10,000 Reasons is this Matt Redman song I have loved since the first time I heard it. Over the past couple of years, I have often listened to this song and prayed for dear friends of mine in dark places–asking God to give them hearts that could sing these words despite their hurt. This Sunday I sang for me. I was particularly struck by these lines:
Whatever may pass and whatever lies before me,
Let me be singing when the evening comes.
For all Your goodness I will keep on singing
Ten thousand reasons for my heart to fine
My feelings of sadness following my miscarriage were intertwined with feelings of fear in trying to get pregnant again. Despite the fact that all indicators suggest that I did not cause the miscarriage and that there is nothing wrong with me, people have multiple miscarriages. I feared going through this pain again.

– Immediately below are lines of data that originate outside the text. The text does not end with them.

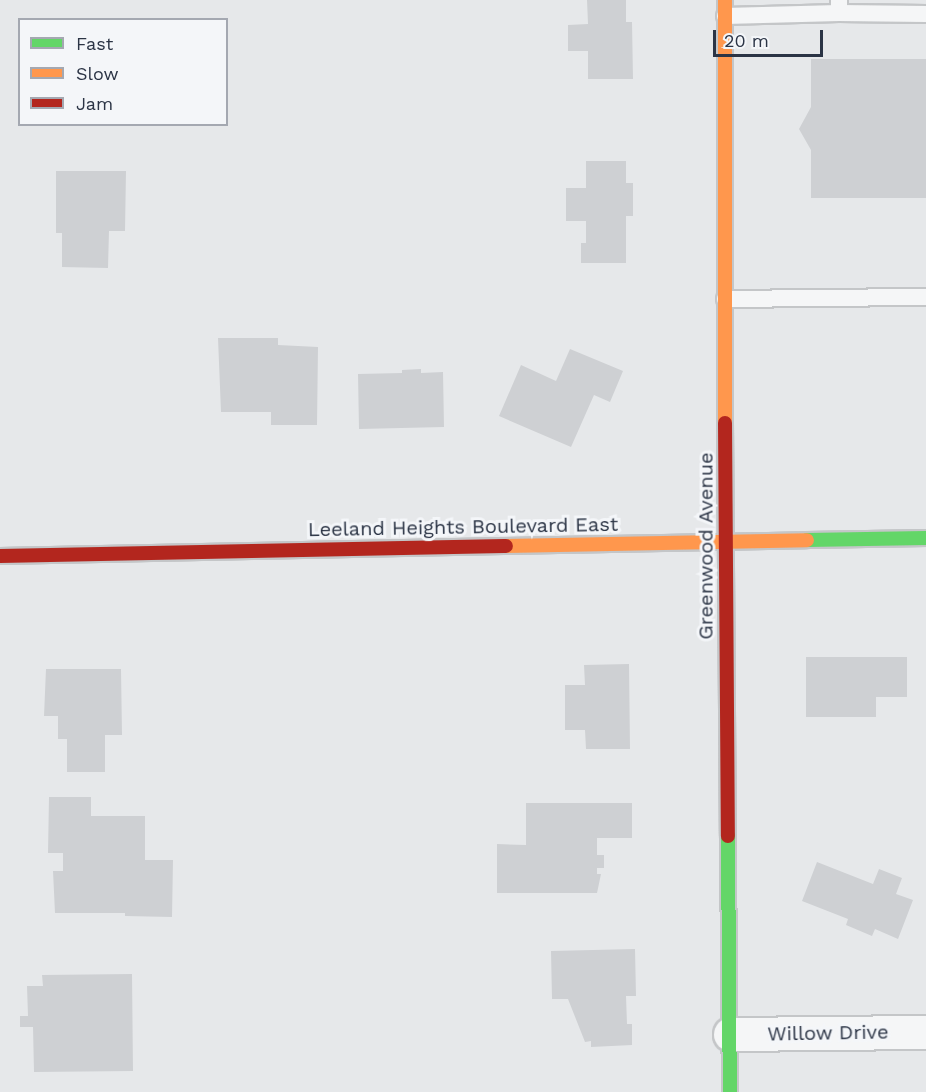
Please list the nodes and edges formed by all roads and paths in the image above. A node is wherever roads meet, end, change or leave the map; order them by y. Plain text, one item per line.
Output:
1 (839, 6) edge
2 (725, 8) edge
3 (926, 14) edge
4 (926, 297) edge
5 (725, 299) junction
6 (926, 538) edge
7 (725, 542) junction
8 (0, 556) edge
9 (926, 1032) edge
10 (730, 1034) junction
11 (730, 1092) edge

1 - 2 lane
1 - 3 lane
2 - 5 street, Greenwood Avenue
4 - 5 lane
5 - 7 street, Greenwood Avenue
6 - 7 street, Leeland Heights Boulevard East
7 - 8 street, Leeland Heights Boulevard East
7 - 10 street, Greenwood Avenue
9 - 10 street, Willow Drive
10 - 11 street, Greenwood Avenue

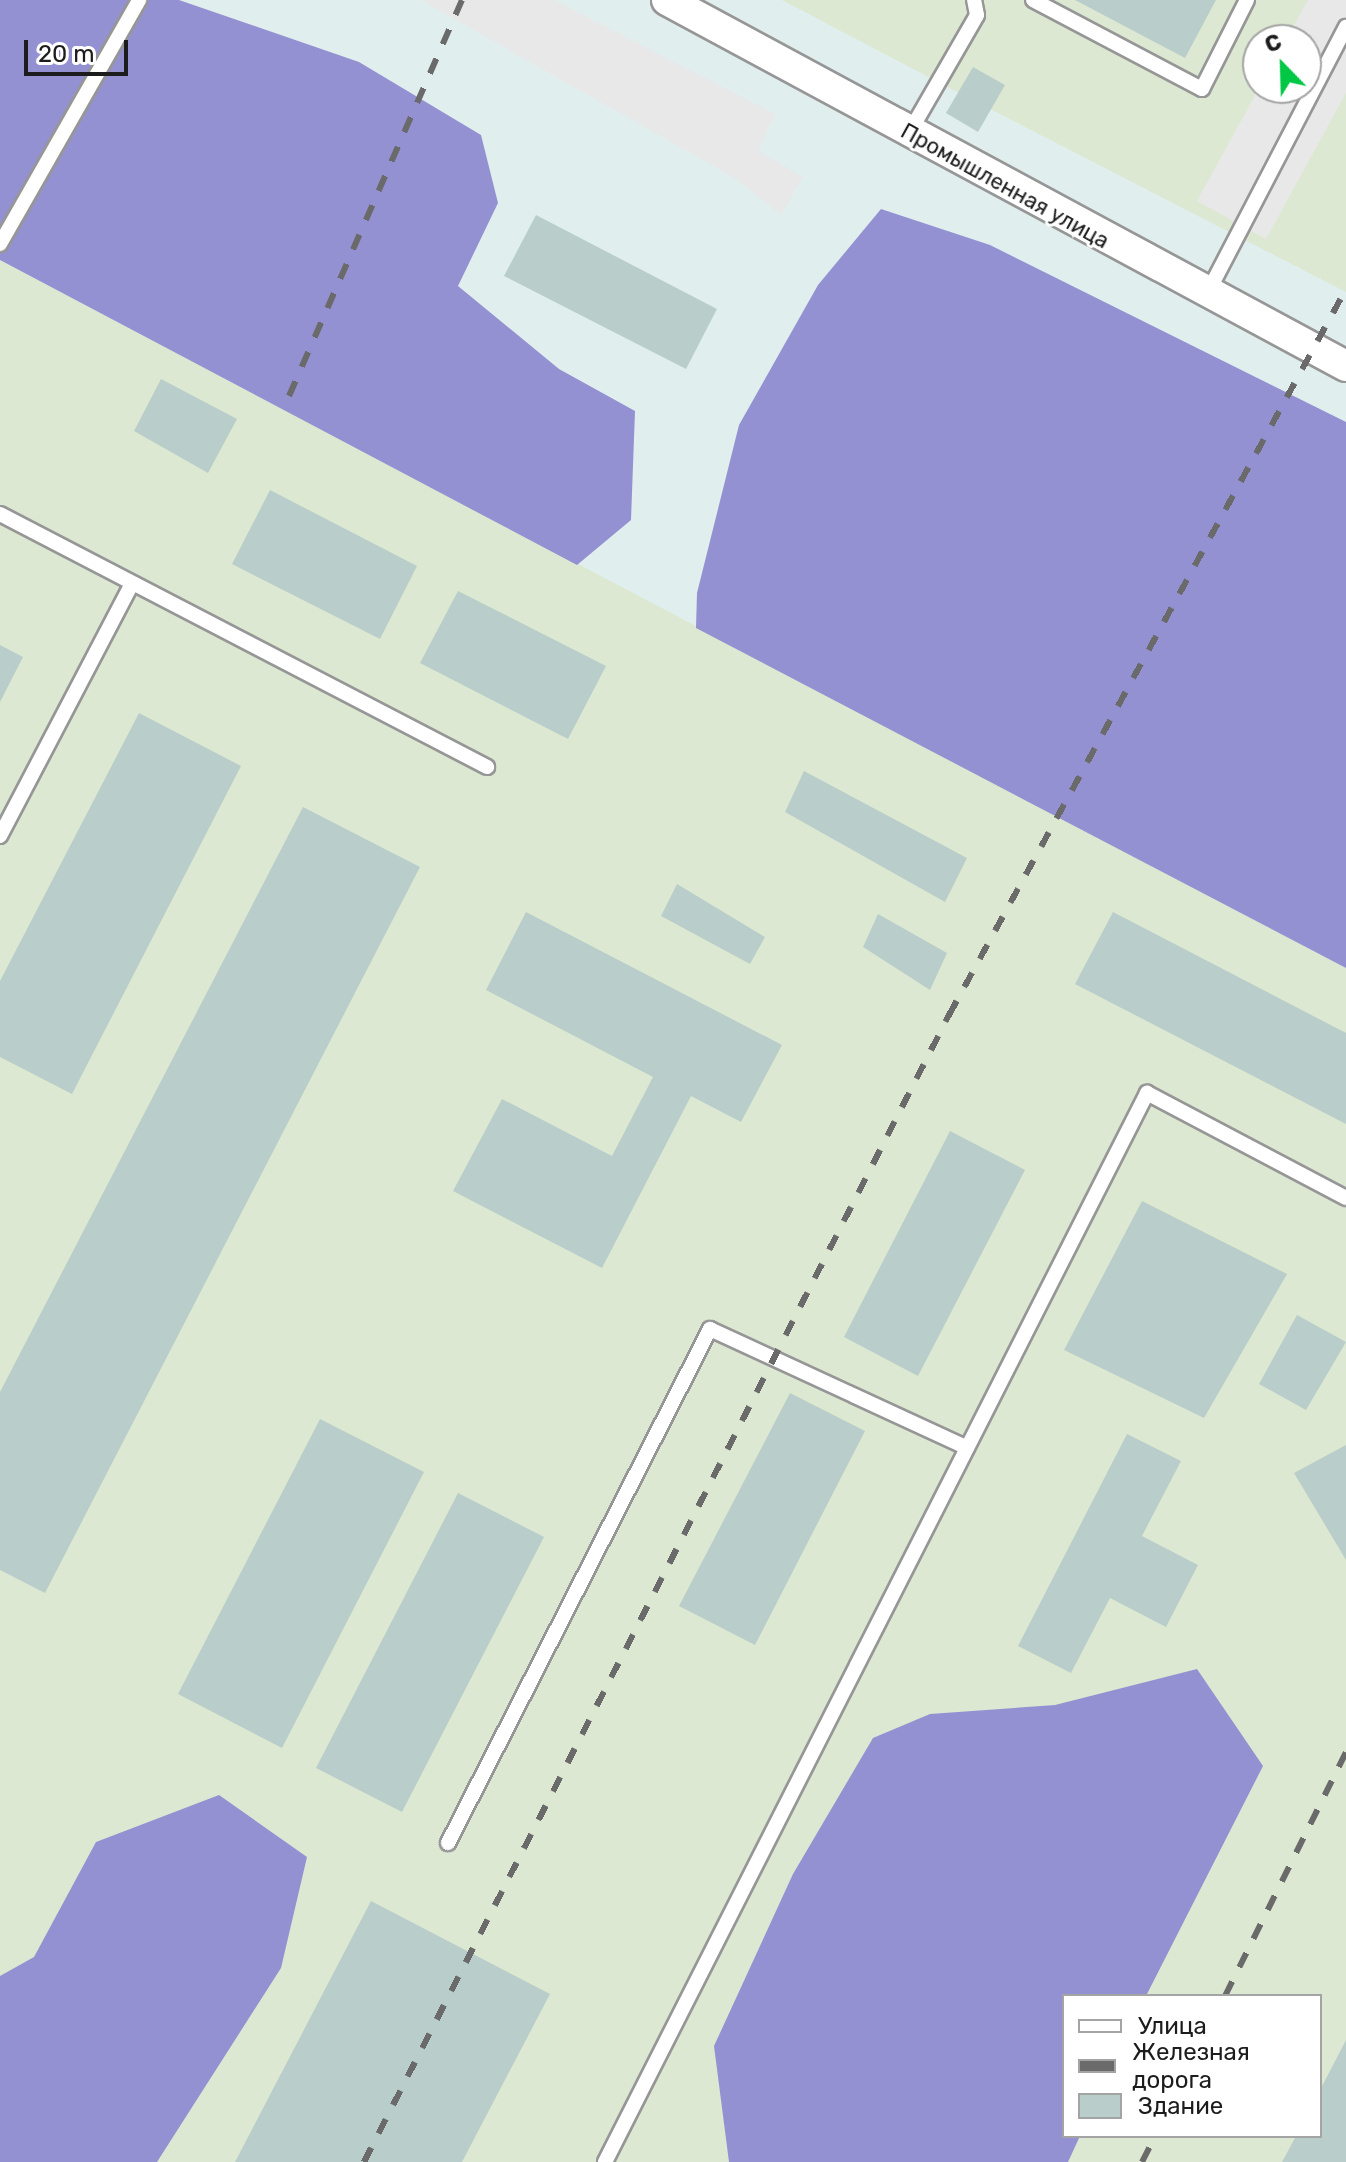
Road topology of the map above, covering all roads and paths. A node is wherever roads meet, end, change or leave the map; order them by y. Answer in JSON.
{"nodes":[{"id":1,"x":139,"y":0,"type":"edge"},
{"id":2,"x":667,"y":0,"type":"edge"},
{"id":3,"x":974,"y":0,"type":"edge"},
{"id":4,"x":1033,"y":0,"type":"edge"},
{"id":5,"x":1247,"y":0,"type":"edge"},
{"id":6,"x":1346,"y":27,"type":"edge"},
{"id":7,"x":909,"y":133,"type":"junction"},
{"id":8,"x":0,"y":244,"type":"edge"},
{"id":9,"x":1207,"y":295,"type":"junction"},
{"id":10,"x":1346,"y":366,"type":"edge"},
{"id":11,"x":0,"y":514,"type":"edge"},
{"id":12,"x":132,"y":583,"type":"junction"},
{"id":13,"x":487,"y":767,"type":"dead end"},
{"id":14,"x":0,"y":836,"type":"edge"},
{"id":15,"x":1346,"y":1198,"type":"edge"},
{"id":16,"x":967,"y":1448,"type":"junction"},
{"id":17,"x":448,"y":1843,"type":"dead end"},
{"id":18,"x":605,"y":2162,"type":"edge"}],
"edges":[{"from":1,"to":8,"type":"lane"},
{"from":2,"to":7,"type":"street","name":"Промышленная улица"},
{"from":3,"to":7,"type":"lane"},
{"from":4,"to":5,"type":"lane"},
{"from":6,"to":9,"type":"lane"},
{"from":7,"to":9,"type":"street","name":"Промышленная улица"},
{"from":9,"to":10,"type":"street","name":"Промышленная улица"},
{"from":11,"to":12,"type":"lane"},
{"from":12,"to":13,"type":"lane"},
{"from":12,"to":14,"type":"lane"},
{"from":15,"to":16,"type":"lane"},
{"from":16,"to":17,"type":"lane"},
{"from":16,"to":18,"type":"lane"}]}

When singing these words, I was reminded of several things: God was not surprised by my miscarriage and will not be surprised should it happen again; God’s love for me did not change because of the miscarriage; regardless of whatever happens to me in this life, I will always have more to be thankful for than to mourn; and I can choose to let my fear and self-preservation dictate my actions and attitude, or I can run with reckless abandon toward the cross and ask God to replace those feelings with confidence in Him. I in no way mean to convey that I’m walking away completely unscathed, but I do want to convey that I’m thankful I serve a God who delights in His children, whose goodness is incomparable, and who turns mourning into dancing over and over again.